Wicket Greene sat in an overstuffed chair that no longer had any stuffing. Layers of different colored blankets draped over the seat and backrest provided the only cushions. I sat in a straight-backed pine chair that wasn’t comfortable but was solid enough to hold my weight safely.
“About Bennett Harrington ...” I began.
Greene grunted something that I took to mean “go on.”
“Did he talk to you directly about... doing things to hurt Weeghman?” I didn’t even like to say “throwing games.”
“Directly?” A frown of ignorance creased Greene’s immense forehead.
“Yeah, did he talk to you himself or was it through somebody else?”
“Oh!” The creases softened. “Direct.”
Same as what I’d gathered from Lefty Rariden: Harrington did know exactly what was happening.
“You know of anybody else Harrington had working for him?”
He nodded. “There were some others.”
“Who? What were they doing?”
Greene hesitated, then said emphatically, “No. I told you what I done, and I’ll stick by it. But as far as anybody else, I don’t know nothing.”

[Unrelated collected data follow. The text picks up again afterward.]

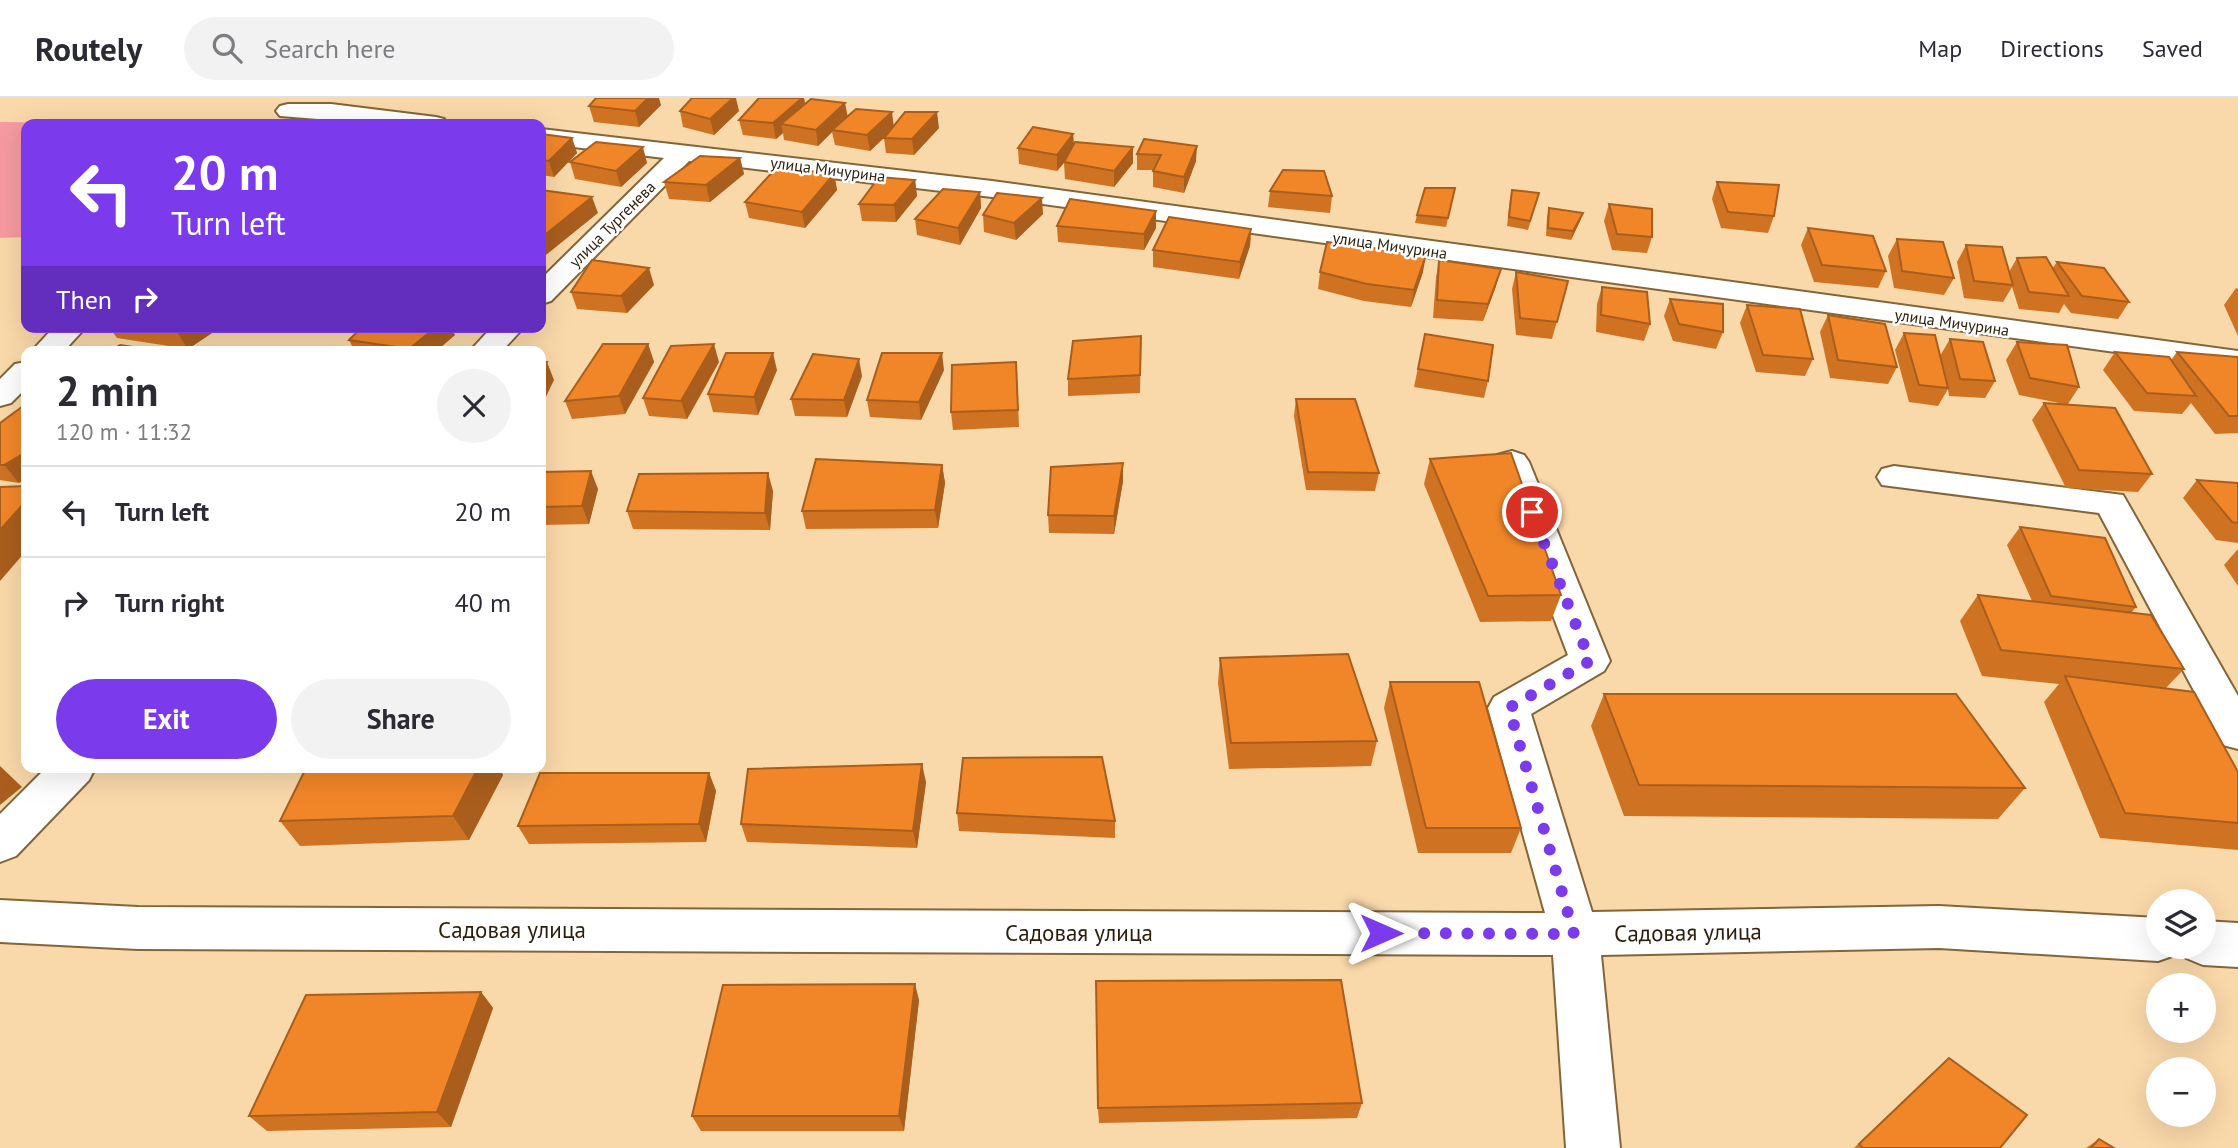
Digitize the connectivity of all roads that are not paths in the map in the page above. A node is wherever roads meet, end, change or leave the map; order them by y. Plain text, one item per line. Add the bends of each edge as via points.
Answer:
1 (288, 111) edge
2 (396, 119) edge
3 (546, 137) edge
4 (684, 152) junction
5 (546, 290) edge
6 (65, 333) edge
7 (503, 333) edge
8 (52, 346) edge
9 (490, 346) edge
10 (2238, 360) edge
11 (21, 376) edge
12 (0, 396) edge
13 (1483, 458) edge
14 (1894, 477) dead end
15 (2238, 733) edge
16 (69, 773) edge
17 (0, 843) edge
18 (0, 921) edge
19 (1574, 934) junction
20 (2146, 939) edge
21 (2216, 944) edge
22 (2238, 945) edge
23 (1592, 1148) edge

1 - 2 street
3 - 4 street, улица Мичурина
4 - 5 street, улица Тургенева
4 - 10 street, улица Мичурина via 992,188
6 - 8 street
7 - 9 street
11 - 12 street
13 - 19 street via 1512,462 1590,661 1509,708
14 - 15 street via 2111,503
16 - 17 street
18 - 19 street, Садовая улица via 138,929
19 - 20 street, Садовая улица via 1939,927
19 - 23 street
21 - 22 street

“You don’t want to get them in trouble? Or you don’t want them causing trouble for you if it gets out that you told?”
“Right.”
Right to which, you jerk? I was starting to have the sense that I was talking to an ugly male version of Edna Chapman. Okay, if Greene wasn’t going to volunteer the information, the next best thing was to tell him what I suspected and see if he’d at least confirm it. “When you told me about Harrington, it was the day after Curly Neeman was killed.” I paused to give Greene a chance to jump in.
He smiled nervously; at the sight of his teeth, I realized how well he fit in with his surroundings. But he said nothing.
I went on, “Neeman getting killed put a scare into you.”
“I don’t scare,” Greene growled.
“Sure you do. You were scared about Willie Kaiser taking your job from you. You’re scared about what’s going to become of you when you can’t make a living playing baseball.” Greene shifted in his chair in obvious discomfort, and it had nothing to do with the upholstery. “And after Neeman got killed, you were scared that you might be next. That’s why you wanted to put me onto Bennett Harrington. You wanted somebody to know about him, just in case.”
Greene bobbed his head slowly. After a minute, he said, “Curly Neeman was the one who sawed the bleacher seats. That’s how he got his job as a guard in Harrington’s plant.”